##### PROVIDED DATA #####
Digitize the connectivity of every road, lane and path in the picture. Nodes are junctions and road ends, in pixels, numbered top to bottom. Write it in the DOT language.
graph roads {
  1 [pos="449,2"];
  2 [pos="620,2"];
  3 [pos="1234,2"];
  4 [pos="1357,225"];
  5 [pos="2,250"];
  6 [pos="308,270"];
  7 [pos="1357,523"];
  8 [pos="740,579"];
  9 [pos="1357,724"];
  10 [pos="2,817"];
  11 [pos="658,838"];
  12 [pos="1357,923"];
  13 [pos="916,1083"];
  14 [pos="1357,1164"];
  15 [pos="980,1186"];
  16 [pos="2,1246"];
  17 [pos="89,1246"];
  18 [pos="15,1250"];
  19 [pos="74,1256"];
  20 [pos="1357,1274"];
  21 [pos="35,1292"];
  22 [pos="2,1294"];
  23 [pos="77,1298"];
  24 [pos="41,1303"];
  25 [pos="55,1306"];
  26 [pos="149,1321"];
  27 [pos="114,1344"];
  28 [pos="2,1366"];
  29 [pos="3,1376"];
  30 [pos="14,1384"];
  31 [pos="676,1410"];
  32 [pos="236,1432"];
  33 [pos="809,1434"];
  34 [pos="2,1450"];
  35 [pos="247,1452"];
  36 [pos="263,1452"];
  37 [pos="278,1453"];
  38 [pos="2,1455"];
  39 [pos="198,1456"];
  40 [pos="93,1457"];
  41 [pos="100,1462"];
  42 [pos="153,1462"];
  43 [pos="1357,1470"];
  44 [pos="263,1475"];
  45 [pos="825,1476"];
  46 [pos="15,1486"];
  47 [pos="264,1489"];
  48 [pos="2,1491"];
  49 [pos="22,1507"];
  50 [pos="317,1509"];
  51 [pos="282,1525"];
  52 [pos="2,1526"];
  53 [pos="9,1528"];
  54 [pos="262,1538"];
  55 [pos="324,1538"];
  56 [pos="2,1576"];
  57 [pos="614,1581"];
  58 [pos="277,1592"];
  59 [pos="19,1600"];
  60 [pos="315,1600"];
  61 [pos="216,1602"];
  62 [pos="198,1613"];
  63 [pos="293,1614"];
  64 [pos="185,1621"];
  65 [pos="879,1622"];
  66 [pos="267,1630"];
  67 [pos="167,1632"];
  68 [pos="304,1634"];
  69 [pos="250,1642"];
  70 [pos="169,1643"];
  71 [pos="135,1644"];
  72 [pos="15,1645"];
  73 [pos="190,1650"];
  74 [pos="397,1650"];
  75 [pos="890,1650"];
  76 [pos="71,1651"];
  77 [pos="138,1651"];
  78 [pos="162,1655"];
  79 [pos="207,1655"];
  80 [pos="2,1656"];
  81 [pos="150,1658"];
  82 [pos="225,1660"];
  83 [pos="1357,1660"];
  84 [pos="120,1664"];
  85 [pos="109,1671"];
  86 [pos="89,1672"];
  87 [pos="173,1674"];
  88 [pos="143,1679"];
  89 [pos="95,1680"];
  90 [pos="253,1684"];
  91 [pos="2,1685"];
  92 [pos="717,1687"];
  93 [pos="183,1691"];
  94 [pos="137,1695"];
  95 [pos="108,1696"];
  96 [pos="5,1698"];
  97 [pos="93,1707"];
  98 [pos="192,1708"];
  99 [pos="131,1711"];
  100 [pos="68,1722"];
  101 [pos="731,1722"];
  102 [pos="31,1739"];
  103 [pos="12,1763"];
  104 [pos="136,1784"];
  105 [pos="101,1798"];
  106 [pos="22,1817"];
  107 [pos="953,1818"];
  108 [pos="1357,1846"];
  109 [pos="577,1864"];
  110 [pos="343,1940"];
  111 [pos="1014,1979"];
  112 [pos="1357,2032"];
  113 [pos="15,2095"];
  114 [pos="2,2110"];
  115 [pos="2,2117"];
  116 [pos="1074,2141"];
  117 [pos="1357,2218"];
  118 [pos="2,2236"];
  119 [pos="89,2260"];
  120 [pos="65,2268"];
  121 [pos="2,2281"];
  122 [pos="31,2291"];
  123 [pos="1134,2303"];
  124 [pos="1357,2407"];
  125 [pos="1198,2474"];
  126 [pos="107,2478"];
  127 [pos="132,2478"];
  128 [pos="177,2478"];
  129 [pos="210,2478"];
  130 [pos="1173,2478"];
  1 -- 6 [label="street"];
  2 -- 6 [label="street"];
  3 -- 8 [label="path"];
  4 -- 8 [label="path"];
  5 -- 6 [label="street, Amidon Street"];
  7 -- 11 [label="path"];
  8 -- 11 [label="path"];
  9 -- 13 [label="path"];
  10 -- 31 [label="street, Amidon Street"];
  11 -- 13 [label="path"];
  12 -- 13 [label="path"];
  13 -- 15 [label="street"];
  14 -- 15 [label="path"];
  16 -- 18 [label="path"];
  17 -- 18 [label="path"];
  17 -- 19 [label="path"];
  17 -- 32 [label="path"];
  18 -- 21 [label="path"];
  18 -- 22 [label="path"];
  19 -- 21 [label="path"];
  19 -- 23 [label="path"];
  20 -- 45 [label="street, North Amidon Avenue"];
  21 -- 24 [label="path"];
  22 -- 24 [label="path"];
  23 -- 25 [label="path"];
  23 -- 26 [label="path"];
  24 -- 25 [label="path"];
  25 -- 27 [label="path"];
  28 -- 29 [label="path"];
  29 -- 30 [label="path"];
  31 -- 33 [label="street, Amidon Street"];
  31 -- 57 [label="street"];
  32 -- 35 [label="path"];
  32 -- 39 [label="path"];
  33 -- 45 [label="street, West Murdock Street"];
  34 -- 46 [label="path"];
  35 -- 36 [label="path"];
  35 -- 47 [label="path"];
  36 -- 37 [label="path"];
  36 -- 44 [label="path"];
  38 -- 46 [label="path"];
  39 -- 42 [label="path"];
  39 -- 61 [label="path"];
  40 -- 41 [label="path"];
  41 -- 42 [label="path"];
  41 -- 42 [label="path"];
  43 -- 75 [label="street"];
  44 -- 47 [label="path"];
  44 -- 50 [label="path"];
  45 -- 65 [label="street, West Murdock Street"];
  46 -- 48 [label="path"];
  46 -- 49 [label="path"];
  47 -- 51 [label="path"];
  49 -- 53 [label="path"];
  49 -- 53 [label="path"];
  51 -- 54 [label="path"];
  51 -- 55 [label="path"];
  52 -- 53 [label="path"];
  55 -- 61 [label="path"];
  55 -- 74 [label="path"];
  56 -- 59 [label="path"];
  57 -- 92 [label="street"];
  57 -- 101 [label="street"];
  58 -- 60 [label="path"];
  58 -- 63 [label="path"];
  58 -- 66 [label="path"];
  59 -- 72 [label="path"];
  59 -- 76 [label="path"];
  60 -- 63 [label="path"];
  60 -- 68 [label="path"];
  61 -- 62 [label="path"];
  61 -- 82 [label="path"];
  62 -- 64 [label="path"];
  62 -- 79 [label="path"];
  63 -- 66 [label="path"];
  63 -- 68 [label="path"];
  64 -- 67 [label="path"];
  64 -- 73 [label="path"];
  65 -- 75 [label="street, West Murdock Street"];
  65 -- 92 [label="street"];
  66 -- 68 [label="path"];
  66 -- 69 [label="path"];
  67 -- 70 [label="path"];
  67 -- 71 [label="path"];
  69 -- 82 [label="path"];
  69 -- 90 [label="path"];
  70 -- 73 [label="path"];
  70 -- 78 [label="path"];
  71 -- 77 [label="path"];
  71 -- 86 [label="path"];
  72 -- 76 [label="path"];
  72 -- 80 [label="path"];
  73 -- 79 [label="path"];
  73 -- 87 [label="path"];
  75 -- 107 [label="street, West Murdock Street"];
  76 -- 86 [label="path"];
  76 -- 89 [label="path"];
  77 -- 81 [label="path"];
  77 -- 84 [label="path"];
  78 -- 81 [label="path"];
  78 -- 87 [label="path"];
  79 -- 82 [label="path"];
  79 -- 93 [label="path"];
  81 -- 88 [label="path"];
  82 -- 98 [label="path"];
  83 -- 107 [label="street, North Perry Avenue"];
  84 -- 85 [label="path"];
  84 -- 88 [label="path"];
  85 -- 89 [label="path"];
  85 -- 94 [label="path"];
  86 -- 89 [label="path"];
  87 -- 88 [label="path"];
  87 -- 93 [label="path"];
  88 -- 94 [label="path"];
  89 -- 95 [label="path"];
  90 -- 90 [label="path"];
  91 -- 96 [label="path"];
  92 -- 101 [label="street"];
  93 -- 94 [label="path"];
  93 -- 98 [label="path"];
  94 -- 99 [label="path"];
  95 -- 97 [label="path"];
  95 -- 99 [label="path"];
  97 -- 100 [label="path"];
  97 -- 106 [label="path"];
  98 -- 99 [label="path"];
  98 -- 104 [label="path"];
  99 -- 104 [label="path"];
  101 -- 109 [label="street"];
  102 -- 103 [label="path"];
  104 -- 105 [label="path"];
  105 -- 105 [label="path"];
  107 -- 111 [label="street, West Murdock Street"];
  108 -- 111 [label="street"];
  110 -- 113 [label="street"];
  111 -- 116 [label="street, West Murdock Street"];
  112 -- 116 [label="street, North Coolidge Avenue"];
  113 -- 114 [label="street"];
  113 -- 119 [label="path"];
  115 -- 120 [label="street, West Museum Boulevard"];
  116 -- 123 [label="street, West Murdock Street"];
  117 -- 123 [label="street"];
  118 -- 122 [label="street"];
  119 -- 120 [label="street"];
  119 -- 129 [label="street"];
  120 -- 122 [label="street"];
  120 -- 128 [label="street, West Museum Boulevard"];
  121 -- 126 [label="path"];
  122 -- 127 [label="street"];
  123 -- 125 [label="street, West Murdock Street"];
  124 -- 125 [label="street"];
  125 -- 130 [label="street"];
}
#####
*ASSIGNED TASK*
What is wanted is a copy of every line in the listing that includes the word "North".

*TASK RESPONSE*
  20 -- 45 [label="street, North Amidon Avenue"];
  83 -- 107 [label="street, North Perry Avenue"];
  112 -- 116 [label="street, North Coolidge Avenue"];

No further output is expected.